Graph homomorphisms vs. graph minors I'm new to the concept of graph minors, and they feel very much like homomorphisms to me. Initially I thought to myself, "why do graph theorists call a homomorphic graph a minor?" Of course, then I learned that there's a different concept of homomorphic graphs. So my question: is there nonetheless a relationship between these concepts? Does "$H$ is a minor of $G$" imply "$G$ is homomorphic into $H$?" I'm guessing the other direction is false; if so can somebody give a counterexample? Thank you!
 A: Minors and homomorphisms are unrelated. Here are some examples to think about. There is a graph homomorphism from any bipartite graph to any non-discrete graph (any graph with an edge). Any cycle $C_n$ is a minor of any bigger cycle $C_m$ ($m\geq n$), but there is no homomorphism from a cycle of odd order to a cycle of even order.

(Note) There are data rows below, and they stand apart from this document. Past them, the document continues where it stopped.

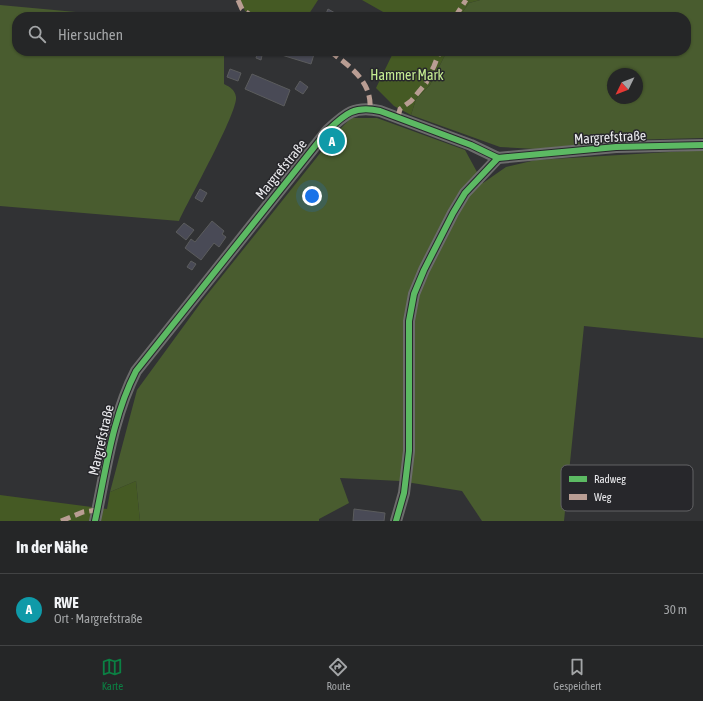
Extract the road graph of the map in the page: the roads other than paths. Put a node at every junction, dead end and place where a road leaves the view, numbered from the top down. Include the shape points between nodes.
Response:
1 (703, 146) edge
2 (498, 158) junction
3 (95, 521) edge
4 (396, 521) edge

1 - 2 street, Margrefstraße via 616,147
2 - 3 street, Margrefstraße via 471,145 380,111 359,109 336,122 136,371 116,421
2 - 4 street via 465,193 414,294 409,321 409,451 404,492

In particular, $C_4$ is a minor of $C_5$, but there is no homomorphism from $C_5$ to $C_4$.
A: Well, you are curios about the most must difficult questions in graph theory.
There is no easy connection. But there are some connections known and establishing more connection will make big research progress. 
A good nontrivial example is a slight extension of the four color theorem:
If $G$ has no $K_5$ as minor then it admits a homomorphism to $K_4$.
Also see the two operations are very similar: 
to get a minor you pick a pair of adjacent vertices and identify them. The you may repeat this again in the new graph and again...  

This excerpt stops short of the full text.